Non-industry groups were completely absent from the Commission's
drafting process until the public consultation, and no pro-active
outreach to them seems to have been undertaken by the Commission.
Three other important observations should be made about this correspondence:
- Reference was often made to the upcoming TTIP negotiations to
justify the action, as comparable legal action was being drafted in the
US, and direct lobbying of TTIP negotiators to get trade secrets
protected as IP under TTIP was undertaken.
- Lobbying is made easier by the lack of capacity on the public side
of the discussion. Between 2010 and June 2012, only one policy officer
and his head of unit were in charge of the technical development of the
file, and in June 2012 one other policy officer joined them. Other
levels of the administration also intervened but at the management
level. On the other side, industry sent in teams of consultants, lawyers
and executives, background legal research, field examples, and senior
academic contacts –all free of charge for the Commission.

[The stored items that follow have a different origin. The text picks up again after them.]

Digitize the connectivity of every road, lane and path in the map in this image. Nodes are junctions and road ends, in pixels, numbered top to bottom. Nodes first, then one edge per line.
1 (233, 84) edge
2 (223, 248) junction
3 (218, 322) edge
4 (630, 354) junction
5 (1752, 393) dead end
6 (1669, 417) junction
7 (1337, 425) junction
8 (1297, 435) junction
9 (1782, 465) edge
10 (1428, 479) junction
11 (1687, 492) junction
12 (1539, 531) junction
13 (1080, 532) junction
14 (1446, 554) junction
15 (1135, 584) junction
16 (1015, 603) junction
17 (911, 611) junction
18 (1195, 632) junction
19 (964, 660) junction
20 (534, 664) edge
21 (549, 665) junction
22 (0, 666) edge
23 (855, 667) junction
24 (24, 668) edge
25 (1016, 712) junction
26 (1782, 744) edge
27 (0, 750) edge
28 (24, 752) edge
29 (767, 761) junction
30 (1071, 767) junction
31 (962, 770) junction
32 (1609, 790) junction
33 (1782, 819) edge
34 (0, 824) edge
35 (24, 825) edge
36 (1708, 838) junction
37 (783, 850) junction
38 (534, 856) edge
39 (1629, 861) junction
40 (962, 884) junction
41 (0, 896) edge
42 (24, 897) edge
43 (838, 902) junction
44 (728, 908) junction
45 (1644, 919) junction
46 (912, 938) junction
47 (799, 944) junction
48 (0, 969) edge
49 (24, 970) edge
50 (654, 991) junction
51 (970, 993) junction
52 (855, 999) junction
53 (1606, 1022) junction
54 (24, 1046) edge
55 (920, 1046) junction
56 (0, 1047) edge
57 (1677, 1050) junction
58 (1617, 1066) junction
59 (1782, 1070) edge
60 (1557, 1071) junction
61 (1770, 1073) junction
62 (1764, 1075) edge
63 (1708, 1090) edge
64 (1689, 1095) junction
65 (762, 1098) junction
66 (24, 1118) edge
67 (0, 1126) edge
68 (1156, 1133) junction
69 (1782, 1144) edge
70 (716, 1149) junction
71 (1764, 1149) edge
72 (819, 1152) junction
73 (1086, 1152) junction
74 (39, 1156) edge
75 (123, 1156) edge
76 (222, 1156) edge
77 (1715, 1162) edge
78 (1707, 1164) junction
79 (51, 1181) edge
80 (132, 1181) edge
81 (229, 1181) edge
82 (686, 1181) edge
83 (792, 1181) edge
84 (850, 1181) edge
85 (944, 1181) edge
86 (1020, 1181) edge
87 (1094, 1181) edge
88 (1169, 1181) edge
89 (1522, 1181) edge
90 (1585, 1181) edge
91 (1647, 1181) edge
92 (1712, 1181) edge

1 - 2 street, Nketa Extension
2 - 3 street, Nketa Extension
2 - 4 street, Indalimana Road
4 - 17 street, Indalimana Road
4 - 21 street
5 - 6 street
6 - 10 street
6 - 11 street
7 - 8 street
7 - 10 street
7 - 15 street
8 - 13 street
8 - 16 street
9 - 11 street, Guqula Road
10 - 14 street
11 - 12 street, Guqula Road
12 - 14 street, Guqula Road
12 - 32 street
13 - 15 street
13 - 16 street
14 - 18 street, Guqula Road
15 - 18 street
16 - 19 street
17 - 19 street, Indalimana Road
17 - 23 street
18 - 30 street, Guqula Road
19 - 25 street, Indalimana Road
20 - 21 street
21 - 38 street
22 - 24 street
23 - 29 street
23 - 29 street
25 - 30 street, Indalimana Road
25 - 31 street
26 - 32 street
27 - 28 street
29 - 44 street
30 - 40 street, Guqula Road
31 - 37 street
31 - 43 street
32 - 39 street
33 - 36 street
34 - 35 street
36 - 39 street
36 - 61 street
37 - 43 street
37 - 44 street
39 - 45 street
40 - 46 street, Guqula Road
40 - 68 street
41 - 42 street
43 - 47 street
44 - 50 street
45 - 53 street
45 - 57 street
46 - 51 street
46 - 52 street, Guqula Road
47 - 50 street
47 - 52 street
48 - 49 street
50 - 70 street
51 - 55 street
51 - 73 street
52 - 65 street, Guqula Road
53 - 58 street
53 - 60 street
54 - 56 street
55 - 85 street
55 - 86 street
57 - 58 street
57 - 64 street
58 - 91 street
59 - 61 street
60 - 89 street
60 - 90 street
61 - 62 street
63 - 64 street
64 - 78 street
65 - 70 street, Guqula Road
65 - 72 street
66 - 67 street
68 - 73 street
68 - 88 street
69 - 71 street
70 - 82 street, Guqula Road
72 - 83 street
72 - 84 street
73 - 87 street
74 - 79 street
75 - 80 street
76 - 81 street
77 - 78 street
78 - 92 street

- To the Commission's credit, there are at least two moments in the
correspondence where the head of unit objected to industry proposals
that went too far from a political independence point of view (a meeting
proposal from the fragrance industry to discuss a template draft
legislation, and angry remarks about suspicious-looking exchanges
between the law firm working for the Commission (Baker & McKenzie)
and lobby groups active on the file), but his staff never wrote anything
of the sort. On the contrary, there are several instances where they
actually facilitated the lobbying work of industry by introducing
various lobby groups and the consultants working for the Commission to
one another. Who doesn't appreciate competent free help for one's work?